[Instructions for the task]: Copy the listing that follows, line for line, without a single difference.

[Excerpted data]:
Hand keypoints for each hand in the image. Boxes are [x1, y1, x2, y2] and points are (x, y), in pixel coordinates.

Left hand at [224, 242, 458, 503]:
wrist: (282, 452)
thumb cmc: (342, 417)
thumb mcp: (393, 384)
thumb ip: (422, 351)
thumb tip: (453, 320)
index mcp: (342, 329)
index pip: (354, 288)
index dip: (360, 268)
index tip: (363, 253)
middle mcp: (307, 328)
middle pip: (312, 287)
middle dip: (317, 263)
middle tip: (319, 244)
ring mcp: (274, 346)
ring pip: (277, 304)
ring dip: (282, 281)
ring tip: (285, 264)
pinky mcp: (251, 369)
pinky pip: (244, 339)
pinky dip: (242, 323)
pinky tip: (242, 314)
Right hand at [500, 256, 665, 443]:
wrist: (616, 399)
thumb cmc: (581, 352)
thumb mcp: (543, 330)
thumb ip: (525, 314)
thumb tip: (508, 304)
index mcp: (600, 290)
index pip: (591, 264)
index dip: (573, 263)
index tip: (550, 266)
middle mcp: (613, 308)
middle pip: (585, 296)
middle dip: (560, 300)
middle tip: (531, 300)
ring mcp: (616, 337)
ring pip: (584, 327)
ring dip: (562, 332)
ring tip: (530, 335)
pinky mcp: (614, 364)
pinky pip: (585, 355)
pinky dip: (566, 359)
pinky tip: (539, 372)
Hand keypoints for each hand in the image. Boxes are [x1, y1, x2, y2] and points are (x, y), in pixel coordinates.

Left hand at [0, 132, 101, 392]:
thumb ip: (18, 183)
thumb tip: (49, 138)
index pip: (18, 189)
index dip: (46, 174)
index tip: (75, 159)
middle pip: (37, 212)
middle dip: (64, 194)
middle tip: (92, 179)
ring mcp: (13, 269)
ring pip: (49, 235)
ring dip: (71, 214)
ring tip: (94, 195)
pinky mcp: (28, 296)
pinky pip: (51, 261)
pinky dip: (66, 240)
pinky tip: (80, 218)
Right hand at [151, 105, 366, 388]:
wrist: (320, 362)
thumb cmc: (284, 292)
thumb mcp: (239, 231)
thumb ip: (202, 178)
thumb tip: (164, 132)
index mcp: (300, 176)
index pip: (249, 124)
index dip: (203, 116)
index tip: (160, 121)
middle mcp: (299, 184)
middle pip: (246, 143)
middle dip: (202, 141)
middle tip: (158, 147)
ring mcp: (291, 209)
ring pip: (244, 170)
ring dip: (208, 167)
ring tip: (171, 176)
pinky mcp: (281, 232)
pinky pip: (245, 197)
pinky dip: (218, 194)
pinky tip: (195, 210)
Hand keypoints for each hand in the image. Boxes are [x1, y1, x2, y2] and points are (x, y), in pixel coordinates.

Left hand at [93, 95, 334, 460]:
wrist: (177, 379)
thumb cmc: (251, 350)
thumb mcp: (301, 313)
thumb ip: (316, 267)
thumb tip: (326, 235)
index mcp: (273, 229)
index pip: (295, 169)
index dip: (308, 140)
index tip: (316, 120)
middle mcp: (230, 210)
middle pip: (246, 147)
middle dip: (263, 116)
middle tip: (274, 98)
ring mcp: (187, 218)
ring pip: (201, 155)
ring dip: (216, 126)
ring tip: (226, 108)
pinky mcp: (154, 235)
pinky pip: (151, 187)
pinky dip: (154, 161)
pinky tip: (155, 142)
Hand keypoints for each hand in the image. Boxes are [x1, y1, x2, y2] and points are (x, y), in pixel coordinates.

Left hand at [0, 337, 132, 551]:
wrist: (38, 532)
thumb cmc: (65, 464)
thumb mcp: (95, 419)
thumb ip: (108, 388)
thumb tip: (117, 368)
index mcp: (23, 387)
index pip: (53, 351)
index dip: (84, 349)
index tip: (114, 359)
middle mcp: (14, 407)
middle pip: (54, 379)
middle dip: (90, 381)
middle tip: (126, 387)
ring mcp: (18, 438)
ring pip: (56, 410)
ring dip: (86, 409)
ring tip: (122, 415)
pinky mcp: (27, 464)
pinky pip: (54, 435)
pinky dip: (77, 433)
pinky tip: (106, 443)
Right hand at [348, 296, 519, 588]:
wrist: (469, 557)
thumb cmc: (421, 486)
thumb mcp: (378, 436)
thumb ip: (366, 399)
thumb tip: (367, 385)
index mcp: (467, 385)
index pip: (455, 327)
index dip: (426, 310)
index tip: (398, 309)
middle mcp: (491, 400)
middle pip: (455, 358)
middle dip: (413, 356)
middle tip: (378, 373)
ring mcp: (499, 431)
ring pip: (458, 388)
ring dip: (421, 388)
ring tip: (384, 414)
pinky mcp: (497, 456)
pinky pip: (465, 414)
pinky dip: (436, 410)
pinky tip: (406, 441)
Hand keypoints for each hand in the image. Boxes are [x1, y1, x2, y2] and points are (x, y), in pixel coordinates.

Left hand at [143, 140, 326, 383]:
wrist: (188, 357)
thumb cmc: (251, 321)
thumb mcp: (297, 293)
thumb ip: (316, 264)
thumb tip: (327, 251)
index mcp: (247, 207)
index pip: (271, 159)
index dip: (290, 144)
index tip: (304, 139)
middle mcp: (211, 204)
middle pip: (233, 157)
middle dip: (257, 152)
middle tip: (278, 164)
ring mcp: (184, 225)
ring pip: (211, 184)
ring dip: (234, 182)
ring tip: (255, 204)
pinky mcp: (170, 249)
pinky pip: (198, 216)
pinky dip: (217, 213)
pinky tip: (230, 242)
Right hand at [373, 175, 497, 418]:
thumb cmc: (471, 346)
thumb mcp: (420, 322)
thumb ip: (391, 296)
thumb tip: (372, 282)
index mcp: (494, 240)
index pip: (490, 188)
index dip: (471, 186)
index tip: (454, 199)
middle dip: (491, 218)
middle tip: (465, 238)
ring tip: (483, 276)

[Your solution]:
Hand keypoints for each hand in the image. Boxes are [x1, y1, x2, y2] and points are (x, y), in pixel coordinates.

Left hand at [224, 242, 458, 503]:
wrist: (282, 452)
thumb cmc: (342, 417)
thumb mcp: (393, 384)
thumb ip: (422, 351)
thumb tip: (453, 320)
index mcp: (342, 329)
index pip: (354, 288)
index dip: (360, 268)
index tip: (363, 253)
middle mcp: (307, 328)
middle pip: (312, 287)
middle dip: (317, 263)
middle tip: (319, 244)
ring mcp: (274, 346)
ring pip: (277, 304)
ring dip: (282, 281)
ring tip: (285, 264)
pinky mcp: (251, 369)
pinky pip: (244, 339)
pinky dip: (242, 323)
pinky tip: (242, 314)
Right hand at [500, 256, 665, 443]:
wrist: (616, 399)
thumb cmc: (581, 352)
thumb mcp: (543, 330)
thumb ip: (525, 314)
thumb tip: (508, 304)
index mcp: (600, 290)
index pip: (591, 264)
index dip: (573, 263)
index tip: (550, 266)
middle mcp: (613, 308)
middle pip: (585, 296)
middle dip: (560, 300)
middle tip: (531, 300)
ring mcp: (616, 337)
ring pip: (584, 327)
ring dip: (562, 332)
ring tip: (530, 335)
pinky mcp: (614, 364)
pinky pip: (585, 355)
pinky dip: (566, 359)
pinky tip: (539, 372)
Hand keypoints for each hand in the image. Boxes are [x1, y1, x2, y2] and points are (x, y), in pixel coordinates.

Left hand at [0, 132, 101, 392]:
thumb ip: (18, 183)
thumb tip: (49, 138)
index pip: (18, 189)
index dip: (46, 174)
index tip: (75, 159)
middle pip: (37, 212)
middle dip: (64, 194)
middle tip: (92, 179)
ring mcp: (13, 269)
ring pip: (49, 235)
ring dip: (71, 214)
ring tip: (94, 195)
pinky mcp: (28, 296)
pinky pip: (51, 261)
pinky dip: (66, 240)
pinky tip: (80, 218)
Right hand at [151, 105, 366, 388]:
wrist: (320, 362)
thumb cmc: (284, 292)
thumb mcp: (239, 231)
thumb ip: (202, 178)
thumb tip: (164, 132)
index mcp: (300, 176)
index pip: (249, 124)
index dip: (203, 116)
index tip: (160, 121)
middle mcp: (299, 184)
middle pip: (246, 143)
middle dip: (202, 141)
middle tip: (158, 147)
ring mcp: (291, 209)
ring pip: (244, 170)
ring dip: (208, 167)
ring tip: (171, 176)
pinky mcp: (281, 232)
pinky pip: (245, 197)
pinky dip: (218, 194)
pinky tip: (195, 210)
Hand keypoints for each hand in the image. Boxes are [x1, y1, x2, y2] and points are (x, y), in pixel coordinates.

Left hand at [93, 95, 334, 460]:
wrist: (177, 379)
thumb cmc: (251, 350)
thumb mcp: (301, 313)
thumb ip: (316, 267)
thumb tip: (326, 235)
index mcp: (273, 229)
index pip: (295, 169)
index dip: (308, 140)
index tip: (316, 120)
middle mcp: (230, 210)
middle pip: (246, 147)
middle dip: (263, 116)
middle tip: (274, 98)
ring mcp: (187, 218)
ring pip: (201, 155)
ring dip: (216, 126)
ring tip: (226, 108)
pinky mcp: (154, 235)
pinky pip: (151, 187)
pinky dip: (154, 161)
pinky tip: (155, 142)
Hand keypoints for each hand in the image. Boxes are [x1, y1, x2, y2] and points are (x, y), in pixel coordinates.

Left hand at [0, 337, 132, 551]:
wrist: (38, 532)
thumb cmc: (65, 464)
thumb mcp: (95, 419)
thumb ip: (108, 388)
thumb tip: (117, 368)
index mcp: (23, 387)
index pip: (53, 351)
index dip: (84, 349)
index tip: (114, 359)
middle mcp: (14, 407)
middle pip: (54, 379)
middle dip: (90, 381)
middle tip: (126, 387)
ring mcp: (18, 438)
ring pip: (56, 410)
ring dip: (86, 409)
ring tip: (122, 415)
pinky mcp: (27, 464)
pinky pip: (54, 435)
pinky dip: (77, 433)
pinky tip: (106, 443)
Right hand at [348, 296, 519, 588]:
wrist: (469, 557)
thumb cmc: (421, 486)
thumb mcp: (378, 436)
thumb ip: (366, 399)
thumb tip: (367, 385)
index mcp: (467, 385)
index pip: (455, 327)
index dip: (426, 310)
index tip: (398, 309)
middle mcp: (491, 400)
middle pip: (455, 358)
middle dip: (413, 356)
middle tip: (378, 373)
ring mcp: (499, 431)
ring pip: (458, 388)
ring dip: (421, 388)
ring tip: (384, 414)
pinky mcp: (497, 456)
pinky pip: (465, 414)
pinky dip: (436, 410)
pinky tip: (406, 441)
Hand keypoints for each hand in the image. Boxes are [x1, y1, x2, y2] and points are (x, y), in pixel coordinates.

Left hand at [143, 140, 326, 383]:
wrist: (188, 357)
thumb cmc: (251, 321)
thumb mcp: (297, 293)
thumb ip: (316, 264)
thumb tip: (327, 251)
index mcp: (247, 207)
index pip: (271, 159)
index dip: (290, 144)
index tip: (304, 139)
middle mcp: (211, 204)
middle pip: (233, 157)
middle dip: (257, 152)
middle tip: (278, 164)
ring mcp: (184, 225)
ring pip: (211, 184)
ring dip: (234, 182)
ring tip: (255, 204)
pinky mcp: (170, 249)
pinky pip: (198, 216)
pinky dip: (217, 213)
pinky tip: (230, 242)
Right hand at [373, 175, 497, 418]:
thumb cmc: (471, 346)
thumb mcp: (420, 322)
thumb ip: (391, 296)
thumb tip: (372, 282)
index mcp: (494, 240)
index pip: (490, 188)
index dip: (471, 186)
index tip: (454, 199)
middle dip: (491, 218)
middle tip: (465, 238)
ring tip: (483, 276)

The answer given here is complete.